It's All About The Water

Sliding a kayak into the water from our own back yard is part of the dream that convinced us to live in Carteret County from 2006-2021. The date that I put the kayak in the water each year was a special time. In 2018, the kayak went in Raymond’s Gut on April 26. The picture at the top of the post was taken from my kayak anchored in the White Oak River just outside of Raymond’s Gut.

Certainly the water was what attracted me to the Crystal Coast.  There were a lot of other things that were important, but it really was all about the water.

Water and fishing go hand in hand for many of us who grew up in the South. Fishing has been a part of my life as long as I can remember. I caught my first memorable fish when I was three years old. Much later in life I found that my uncle Henry had put that catfish on my hook just to make sure I was hooked on fishing.  Long afternoons fishing with my childhood friend, Mike, were part of what made growing up in the fifties and sixties so special. I even fished in Alaska with my college roommate, Gus. The front license plate on my car says, “Work is for those who do not know how to fish.”

I have fished all my life, and when I wasn’t fishing, I wished I was fishing.  In 2003 I brought my wife to Beaufort, NC for our thirtieth anniversary.  The anniversary didn’t have anything to do with fishing, but Beaufort is on North Carolina’s coast, and I fell back in love with saltwater and the coast. A couple of years after that I did have perhaps the most memorable fishing trip of my life on a trip to Beaufort in the fall of 2005.

We have lived on the water or close enough to look at water for much of our married lives.  As my career at Apple was winding down, we started searching for a place to create some new memories in a life that has been blessed with many of them.
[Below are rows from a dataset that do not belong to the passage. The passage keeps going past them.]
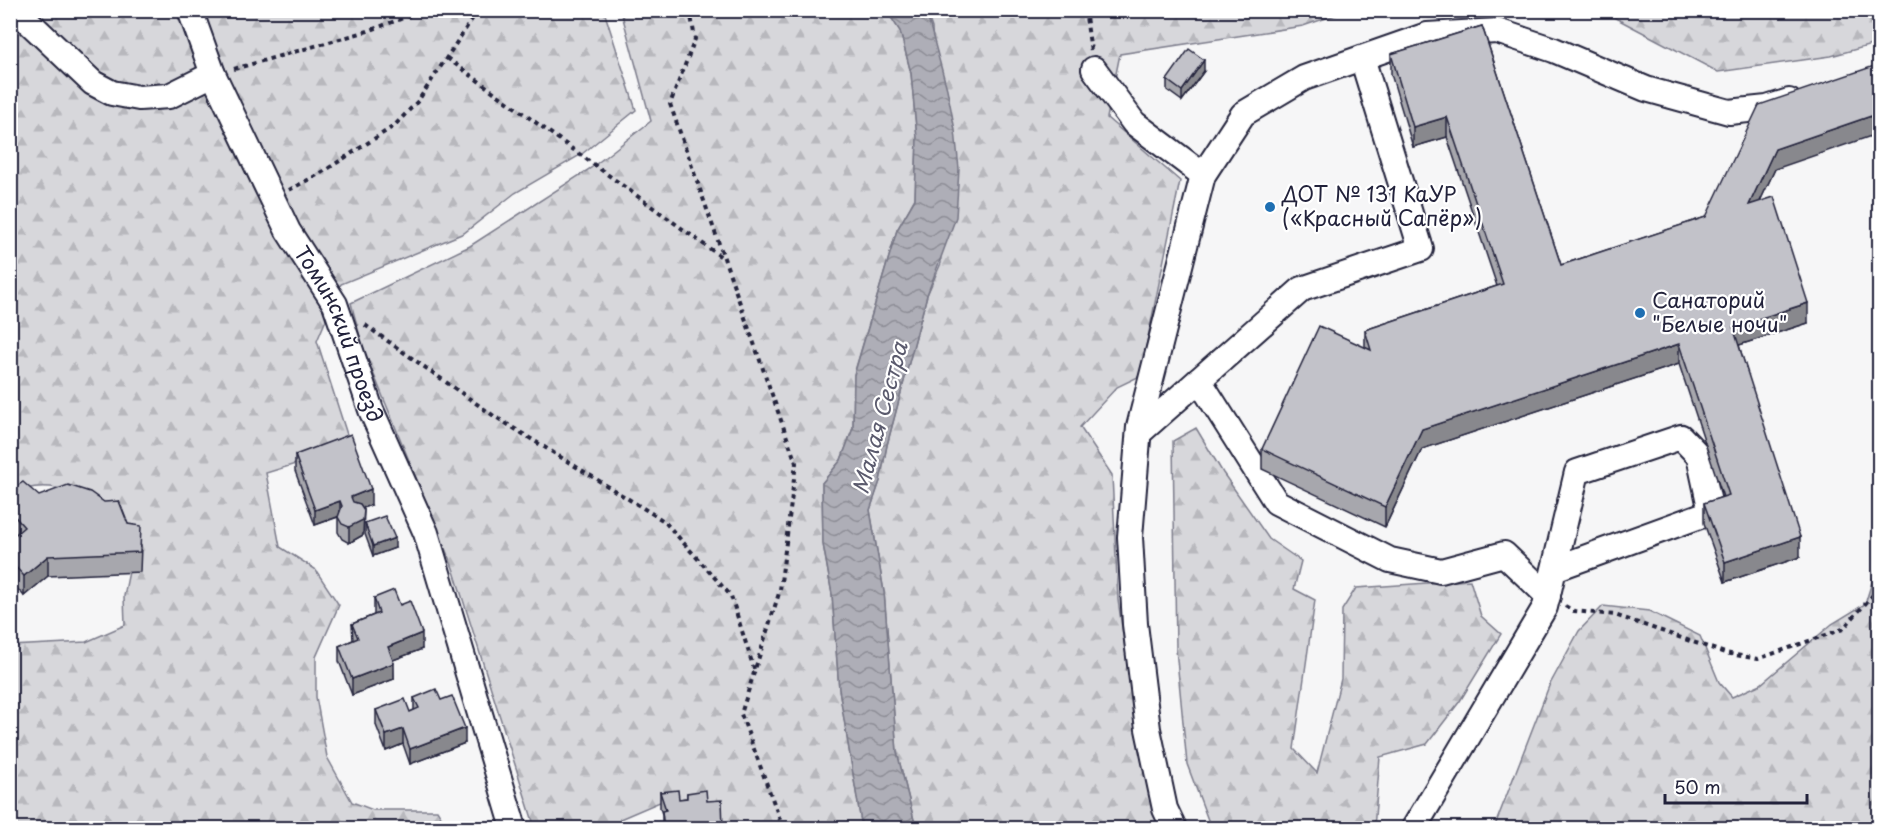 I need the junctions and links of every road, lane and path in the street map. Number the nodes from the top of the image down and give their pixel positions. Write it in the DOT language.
graph roads {
  1 [pos="16,10"];
  2 [pos="190,10"];
  3 [pos="425,10"];
  4 [pos="478,10"];
  5 [pos="690,10"];
  6 [pos="1084,10"];
  7 [pos="447,58"];
  8 [pos="1362,58"];
  9 [pos="1094,69"];
  10 [pos="213,75"];
  11 [pos="1812,94"];
  12 [pos="1203,175"];
  13 [pos="273,199"];
  14 [pos="725,260"];
  15 [pos="363,323"];
  16 [pos="1199,380"];
  17 [pos="1139,433"];
  18 [pos="1554,569"];
  19 [pos="1880,587"];
  20 [pos="1548,596"];
  21 [pos="755,670"];
  22 [pos="513,828"];
  23 [pos="783,828"];
  24 [pos="1174,828"];
  25 [pos="1414,828"];
  1 -- 10 [label="street"];
  2 -- 10 [label="street, Томинский проезд"];
  3 -- 10 [label="path"];
  4 -- 7 [label="path"];
  5 -- 14 [label="path"];
  6 -- 9 [label="path"];
  7 -- 13 [label="path"];
  7 -- 14 [label="path"];
  8 -- 11 [label="street"];
  8 -- 12 [label="street"];
  8 -- 16 [label="street"];
  9 -- 12 [label="street"];
  10 -- 13 [label="street, Томинский проезд"];
  12 -- 17 [label="street"];
  13 -- 22 [label="street, Томинский проезд"];
  14 -- 21 [label="path"];
  15 -- 21 [label="path"];
  16 -- 17 [label="street"];
  16 -- 20 [label="street"];
  17 -- 24 [label="street"];
  18 -- 18 [label="street"];
  18 -- 20 [label="street"];
  19 -- 20 [label="path"];
  20 -- 25 [label="street"];
  21 -- 23 [label="path"];
}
The trip to Beaufort in August 2003 was the unofficial beginning of our search.  We didn’t have to go far to find a place on the shores of the White Oak River. 

Carteret County along the waters of the White Oak turned out to be a very good place for us to spend over a decade along the water for a number of reasons.  Our home was on a gut of water that leads to the river.  It was just a little over 25 feet from my garage to my kayak or my 20 ft skiff which sits on a lift waiting for the opportunity to fish. I caught plenty of fish within sight of our our home. Sometimes I took an extra hour for lunch, paddled out, caught a flounder, paddled back, cleaned the flounder and cooked it for lunch.
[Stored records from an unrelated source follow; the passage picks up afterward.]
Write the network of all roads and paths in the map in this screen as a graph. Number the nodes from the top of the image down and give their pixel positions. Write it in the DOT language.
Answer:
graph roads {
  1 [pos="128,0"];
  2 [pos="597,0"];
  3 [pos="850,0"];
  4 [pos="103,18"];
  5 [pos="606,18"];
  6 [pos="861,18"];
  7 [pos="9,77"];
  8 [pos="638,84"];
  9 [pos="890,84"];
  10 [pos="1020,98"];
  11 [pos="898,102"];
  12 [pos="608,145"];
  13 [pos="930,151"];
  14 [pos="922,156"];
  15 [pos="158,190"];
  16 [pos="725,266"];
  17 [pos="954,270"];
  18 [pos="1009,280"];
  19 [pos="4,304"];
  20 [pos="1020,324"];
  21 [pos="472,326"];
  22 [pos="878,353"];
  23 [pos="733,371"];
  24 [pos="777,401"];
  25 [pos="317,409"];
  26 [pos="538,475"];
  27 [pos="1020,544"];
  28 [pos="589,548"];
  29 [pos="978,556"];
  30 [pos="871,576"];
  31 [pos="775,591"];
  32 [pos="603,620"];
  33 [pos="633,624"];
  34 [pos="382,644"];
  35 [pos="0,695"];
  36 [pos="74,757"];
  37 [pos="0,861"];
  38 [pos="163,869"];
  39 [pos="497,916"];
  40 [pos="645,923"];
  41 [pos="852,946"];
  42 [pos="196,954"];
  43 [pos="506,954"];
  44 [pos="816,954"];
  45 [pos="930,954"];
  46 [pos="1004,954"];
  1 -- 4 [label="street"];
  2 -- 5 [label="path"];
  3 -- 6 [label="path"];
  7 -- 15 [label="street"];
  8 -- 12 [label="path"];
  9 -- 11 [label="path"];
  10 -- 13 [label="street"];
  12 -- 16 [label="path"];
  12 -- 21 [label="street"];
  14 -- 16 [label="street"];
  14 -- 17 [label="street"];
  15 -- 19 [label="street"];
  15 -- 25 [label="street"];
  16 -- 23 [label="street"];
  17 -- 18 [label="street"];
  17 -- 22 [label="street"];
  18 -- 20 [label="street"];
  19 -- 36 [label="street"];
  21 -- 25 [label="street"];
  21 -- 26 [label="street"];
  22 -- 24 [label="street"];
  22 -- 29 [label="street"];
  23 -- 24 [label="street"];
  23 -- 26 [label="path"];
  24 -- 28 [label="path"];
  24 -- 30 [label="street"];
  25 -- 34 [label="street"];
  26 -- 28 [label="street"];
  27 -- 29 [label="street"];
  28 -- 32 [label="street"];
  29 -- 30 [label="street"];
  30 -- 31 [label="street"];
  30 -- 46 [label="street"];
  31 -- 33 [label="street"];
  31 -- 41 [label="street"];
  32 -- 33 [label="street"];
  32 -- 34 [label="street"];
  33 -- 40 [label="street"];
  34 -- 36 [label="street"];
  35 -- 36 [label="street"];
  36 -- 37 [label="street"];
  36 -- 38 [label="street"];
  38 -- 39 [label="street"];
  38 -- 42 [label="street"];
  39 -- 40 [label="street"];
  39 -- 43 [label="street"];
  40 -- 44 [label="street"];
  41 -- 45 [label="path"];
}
When the weather was nice, going fishing was not a complicated decision.  I could be fishing less than ten minutes after leaving my dock, or I ccould spend twenty minutes and be fishing in the marshes behind Swansboro or in Bogue Inlet. Taking the kayak out for an hour of fishing after work was something that remained just part of my normal summer.

The second reason Carteret County was the spot for us also involved water.  The beaches of Emerald Isle and the surrounding area are hard to beat.  Whether you search for an isolated stretch of barely above water beach, my personal favorite beach at the Point or are content with the beach at Western Regional Access in heart of Emerald, it was hard to complain about the beaches here on the Crystal Coast.

We could be at a beach in ten minutes by car, or we could anchor off one of those more isolated ones in Bogue Inlet in fifteen to twenty minutes.  The water was great at any of the local beaches.

It is probably no surprise that the third reason we love it here is that our local waters provide some wonderful seafood. Some fish I catch and some seafood we buy fresh from the water.

The water provided one more benefit to us. The area waters also kept us cool in the warm North Carolina spring and kept us warm for much of the early fall and winter.

On top of all that, our area waters remain crystal clear.  There was nothing quite so enjoyable as surf fishing while standing ankle deep in slightly cool water.

On the Crystal Coast, it truly is all about the water.